Exact wording is required: give all the records again, minus the pictures.

___ Exercise materials ___

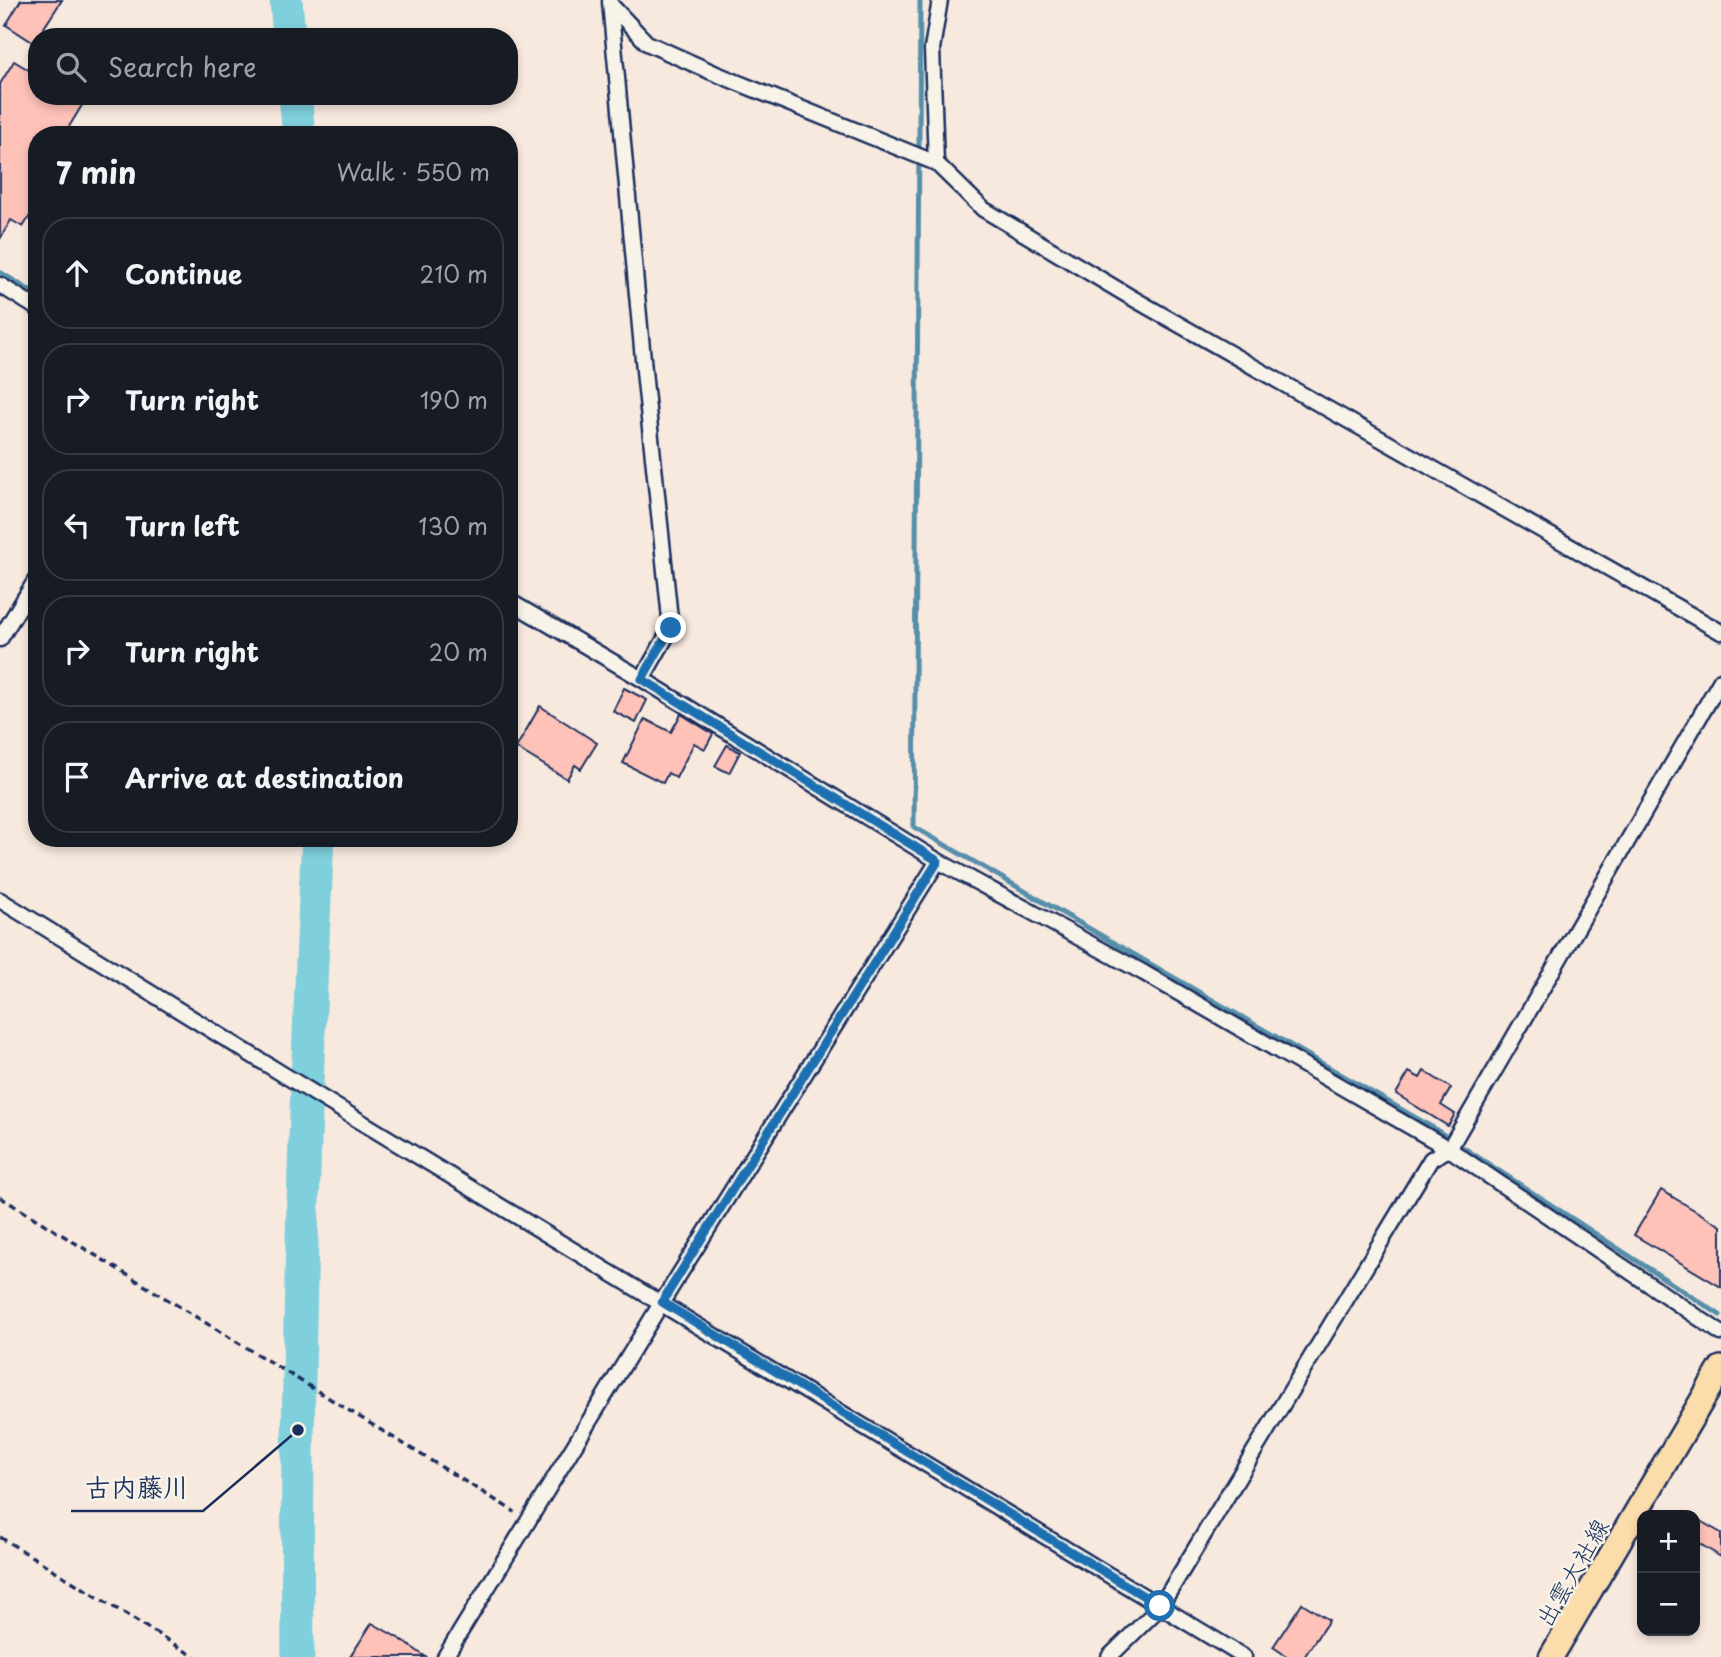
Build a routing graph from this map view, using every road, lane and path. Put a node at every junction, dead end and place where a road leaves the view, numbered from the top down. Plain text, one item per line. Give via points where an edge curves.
1 (940, 0) edge
2 (610, 3) edge
3 (936, 163) junction
4 (0, 285) edge
5 (28, 302) edge
6 (28, 593) edge
7 (518, 606) edge
8 (1721, 632) edge
9 (0, 639) edge
10 (642, 679) junction
11 (1721, 680) edge
12 (938, 861) junction
13 (0, 900) edge
14 (1450, 1149) junction
15 (0, 1197) edge
16 (662, 1302) junction
17 (1721, 1333) edge
18 (1721, 1368) edge
19 (529, 1520) junction
20 (0, 1536) edge
21 (1160, 1606) junction
22 (195, 1657) edge
23 (446, 1657) edge
24 (1109, 1657) edge
25 (1244, 1657) edge
26 (1552, 1657) edge

1 - 3 street via 932,49
2 - 3 street via 647,43
2 - 10 street via 671,628
3 - 8 street via 984,209 1127,295
4 - 5 street
6 - 9 street
7 - 10 street
10 - 12 street
11 - 14 street
12 - 14 street
12 - 16 street
13 - 16 street
14 - 17 street
14 - 21 street via 1431,1159
15 - 19 path
16 - 19 street
16 - 21 street
18 - 26 main road, 出雲大社線
19 - 23 street
20 - 22 path
21 - 24 street
21 - 25 street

___

--- Solution to the exercise ---
Build a routing graph from this map view, using every road, lane and path. Put a node at every junction, dead end and place where a road leaves the view, numbered from the top down. Plain text, one item per line. Give via points where an edge curves.
1 (940, 0) edge
2 (610, 3) edge
3 (936, 163) junction
4 (0, 285) edge
5 (28, 302) edge
6 (28, 593) edge
7 (518, 606) edge
8 (1721, 632) edge
9 (0, 639) edge
10 (642, 679) junction
11 (1721, 680) edge
12 (938, 861) junction
13 (0, 900) edge
14 (1450, 1149) junction
15 (0, 1197) edge
16 (662, 1302) junction
17 (1721, 1333) edge
18 (1721, 1368) edge
19 (529, 1520) junction
20 (0, 1536) edge
21 (1160, 1606) junction
22 (195, 1657) edge
23 (446, 1657) edge
24 (1109, 1657) edge
25 (1244, 1657) edge
26 (1552, 1657) edge

1 - 3 street via 932,49
2 - 3 street via 647,43
2 - 10 street via 671,628
3 - 8 street via 984,209 1127,295
4 - 5 street
6 - 9 street
7 - 10 street
10 - 12 street
11 - 14 street
12 - 14 street
12 - 16 street
13 - 16 street
14 - 17 street
14 - 21 street via 1431,1159
15 - 19 path
16 - 19 street
16 - 21 street
18 - 26 main road, 出雲大社線
19 - 23 street
20 - 22 path
21 - 24 street
21 - 25 street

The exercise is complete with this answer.